The sales guy said that between having been sanded down or something, and (IIRC) having been thinner to begin with, they'd probably take the stuff underneath the Bruce planking [? I'm not an expert in these things] out. If they didn't, the floor would be higher, and that's not the end of the world except that then e.g. this door at the side of the addition would no longer open (it was a pretty tight fit as it was).

The house is pretty old, a 1948 brick Colonial, and IMHO it's overall a good house, but having been through many owners there's a few quirky things about it. My guess is that the sheeting they did rip out was somehow placed to compensate for the transition, and when they ripped it out that "fix" was removed and not replaced.

My own guess is that as one of you said, "...to do this right would have required some more finesse, time, skill..." It was supposed to be a one-day job, and they did finish in a day. Also, none of the guys on site spoke English at all well, according to my wife who was here. Whether that correlates with being less skill is a potential flamewar that I don't think it's worth getting into, but obviously it might make communication more difficult..

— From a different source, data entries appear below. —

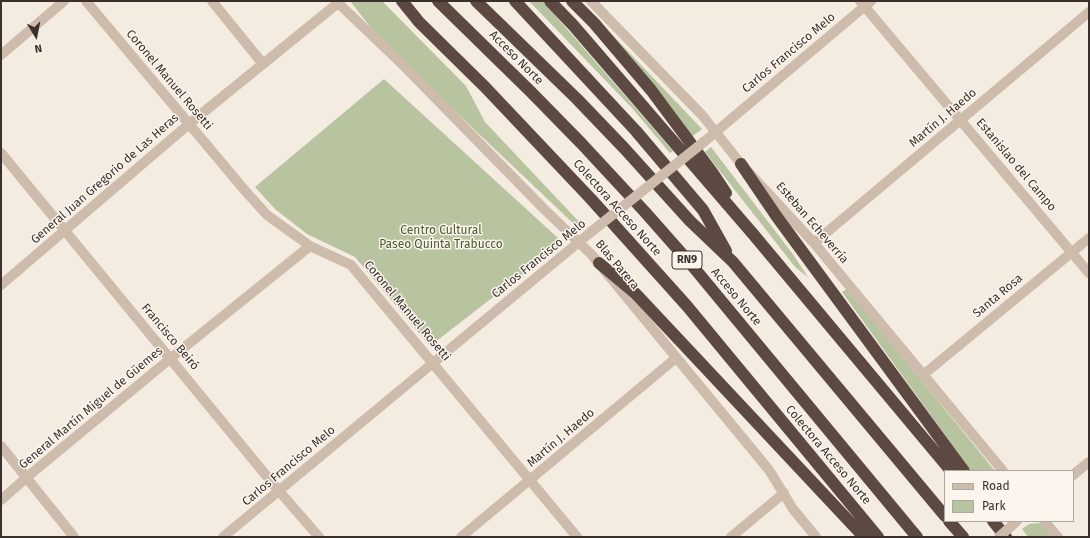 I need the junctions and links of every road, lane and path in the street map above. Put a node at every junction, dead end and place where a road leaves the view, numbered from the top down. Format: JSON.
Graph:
{"nodes":[{"id":1,"x":64,"y":1,"type":"edge"},
{"id":2,"x":86,"y":1,"type":"edge"},
{"id":3,"x":212,"y":1,"type":"edge"},
{"id":4,"x":402,"y":1,"type":"edge"},
{"id":5,"x":438,"y":1,"type":"edge"},
{"id":6,"x":476,"y":1,"type":"edge"},
{"id":7,"x":515,"y":1,"type":"edge"},
{"id":8,"x":550,"y":1,"type":"edge"},
{"id":9,"x":572,"y":1,"type":"edge"},
{"id":10,"x":337,"y":2,"type":"edge"},
{"id":11,"x":594,"y":2,"type":"edge"},
{"id":12,"x":865,"y":3,"type":"edge"},
{"id":13,"x":1089,"y":12,"type":"edge"},
{"id":14,"x":1,"y":54,"type":"edge"},
{"id":15,"x":263,"y":64,"type":"junction"},
{"id":16,"x":960,"y":120,"type":"junction"},
{"id":17,"x":189,"y":124,"type":"junction"},
{"id":18,"x":715,"y":132,"type":"junction"},
{"id":19,"x":1,"y":153,"type":"edge"},
{"id":20,"x":741,"y":164,"type":"junction"},
{"id":21,"x":64,"y":231,"type":"junction"},
{"id":22,"x":753,"y":234,"type":"junction"},
{"id":23,"x":1089,"y":238,"type":"edge"},
{"id":24,"x":579,"y":242,"type":"junction"},
{"id":25,"x":814,"y":243,"type":"junction"},
{"id":26,"x":310,"y":246,"type":"junction"},
{"id":27,"x":1072,"y":252,"type":"junction"},
{"id":28,"x":733,"y":262,"type":"junction"},
{"id":29,"x":599,"y":263,"type":"junction"},
{"id":30,"x":1089,"y":273,"type":"edge"},
{"id":31,"x":1,"y":285,"type":"edge"},
{"id":32,"x":171,"y":358,"type":"junction"},
{"id":33,"x":676,"y":358,"type":"junction"},
{"id":34,"x":433,"y":363,"type":"junction"},
{"id":35,"x":923,"y":375,"type":"junction"},
{"id":36,"x":1,"y":446,"type":"edge"},
{"id":37,"x":1089,"y":462,"type":"edge"},
{"id":38,"x":950,"y":470,"type":"edge"},
{"id":39,"x":963,"y":470,"type":"edge"},
{"id":40,"x":1002,"y":470,"type":"edge"},
{"id":41,"x":1074,"y":474,"type":"edge"},
{"id":42,"x":27,"y":477,"type":"junction"},
{"id":43,"x":530,"y":480,"type":"junction"},
{"id":44,"x":279,"y":491,"type":"junction"},
{"id":45,"x":784,"y":493,"type":"junction"},
{"id":46,"x":1,"y":500,"type":"edge"},
{"id":47,"x":944,"y":515,"type":"edge"},
{"id":48,"x":950,"y":522,"type":"edge"},
{"id":49,"x":995,"y":522,"type":"edge"},
{"id":50,"x":1016,"y":522,"type":"edge"},
{"id":51,"x":1045,"y":522,"type":"edge"},
{"id":52,"x":1002,"y":535,"type":"edge"},
{"id":53,"x":74,"y":537,"type":"edge"},
{"id":54,"x":223,"y":537,"type":"edge"},
{"id":55,"x":319,"y":537,"type":"edge"},
{"id":56,"x":462,"y":537,"type":"edge"},
{"id":57,"x":577,"y":537,"type":"edge"},
{"id":58,"x":731,"y":537,"type":"edge"},
{"id":59,"x":816,"y":537,"type":"edge"},
{"id":60,"x":864,"y":537,"type":"edge"},
{"id":61,"x":878,"y":537,"type":"edge"},
{"id":62,"x":917,"y":537,"type":"edge"},
{"id":63,"x":963,"y":537,"type":"edge"},
{"id":64,"x":1058,"y":537,"type":"edge"}],
"edges":[{"from":1,"to":14,"type":"street"},
{"from":2,"to":17,"type":"street","name":"Coronel Manuel Rosetti"},
{"from":3,"to":15,"type":"street"},
{"from":4,"to":61,"type":"highway","name":"Colectora Acceso Norte"},
{"from":5,"to":62,"type":"highway","name":"Acceso Norte","number":"RN9"},
{"from":6,"to":28,"type":"highway","name":"Acceso Norte","number":"RN9"},
{"from":7,"to":28,"type":"highway"},
{"from":8,"to":22,"type":"highway"},
{"from":9,"to":22,"type":"highway"},
{"from":10,"to":15,"type":"street","name":"General Juan Gregorio de Las Heras"},
{"from":10,"to":24,"type":"street","name":"Blas Parera"},
{"from":11,"to":18,"type":"street","name":"Esteban Echeverría"},
{"from":12,"to":16,"type":"street","name":"Estanislao del Campo"},
{"from":12,"to":18,"type":"street","name":"Carlos Francisco Melo"},
{"from":13,"to":16,"type":"street","name":"Martín J. Haedo"},
{"from":15,"to":17,"type":"street","name":"General Juan Gregorio de Las Heras"},
{"from":16,"to":25,"type":"street","name":"Martín J. Haedo"},
{"from":16,"to":27,"type":"street","name":"Estanislao del Campo"},
{"from":17,"to":21,"type":"street","name":"General Juan Gregorio de Las Heras"},
{"from":17,"to":26,"type":"street","name":"Coronel Manuel Rosetti"},
{"from":18,"to":20,"type":"street","name":"Esteban Echeverría"},
{"from":18,"to":24,"type":"street","name":"Carlos Francisco Melo","bridge":true},
{"from":19,"to":21,"type":"street","name":"Francisco Beiró"},
{"from":20,"to":25,"type":"street","name":"Esteban Echeverría"},
{"from":20,"to":39,"type":"highway"},
{"from":21,"to":31,"type":"street","name":"General Juan Gregorio de Las Heras"},
{"from":21,"to":32,"type":"street","name":"Francisco Beiró"},
{"from":22,"to":38,"type":"highway"},
{"from":23,"to":27,"type":"street","name":"Santa Rosa"},
{"from":24,"to":29,"type":"street","name":"Blas Parera"},
{"from":24,"to":34,"type":"street","name":"Carlos Francisco Melo"},
{"from":25,"to":35,"type":"street","name":"Esteban Echeverría"},
{"from":26,"to":32,"type":"street","name":"General Martín Miguel de Güemes"},
{"from":26,"to":34,"type":"street","name":"Coronel Manuel Rosetti"},
{"from":27,"to":30,"type":"street","name":"Estanislao del Campo"},
{"from":27,"to":35,"type":"street","name":"Santa Rosa"},
{"from":28,"to":47,"type":"highway","name":"Acceso Norte","number":"RN9"},
{"from":29,"to":33,"type":"street","name":"Blas Parera"},
{"from":29,"to":60,"type":"highway"},
{"from":32,"to":42,"type":"street","name":"General Martín Miguel de Güemes"},
{"from":32,"to":44,"type":"street","name":"Francisco Beiró"},
{"from":33,"to":43,"type":"street","name":"Martín J. Haedo"},
{"from":33,"to":45,"type":"street","name":"Blas Parera"},
{"from":34,"to":43,"type":"street","name":"Coronel Manuel Rosetti"},
{"from":34,"to":44,"type":"street","name":"Carlos Francisco Melo"},
{"from":35,"to":40,"type":"street","name":"Esteban Echeverría"},
{"from":36,"to":42,"type":"street"},
{"from":37,"to":41,"type":"street"},
{"from":42,"to":46,"type":"street","name":"General Martín Miguel de Güemes"},
{"from":42,"to":53,"type":"street"},
{"from":43,"to":56,"type":"street","name":"Martín J. Haedo"},
{"from":43,"to":57,"type":"street","name":"Coronel Manuel Rosetti"},
{"from":44,"to":54,"type":"street","name":"Carlos Francisco Melo"},
{"from":44,"to":55,"type":"street","name":"Francisco Beiró"},
{"from":45,"to":58,"type":"street"},
{"from":45,"to":59,"type":"street","name":"Blas Parera"},
{"from":48,"to":63,"type":"highway"},
{"from":49,"to":52,"type":"highway"},
{"from":50,"to":52,"type":"street","bridge":true},
{"from":51,"to":64,"type":"street"}]}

My own attitude is conflicted. On the one hand, I'm not much into aesthetics, and it's not a big deal to me. All I give a $h*t about is resale implications, which I think are probably pretty minor. OTOH, we live in a world of real "information asymmetry," as economists would say, and I get pretty damn tired of people doing jobs quickly and at low cost, and without a degree of professionalism that should be reasonable to expect. Sadly, this kind of crap is hardly limited to the construction trades, but that's a rant for a different newsgroup.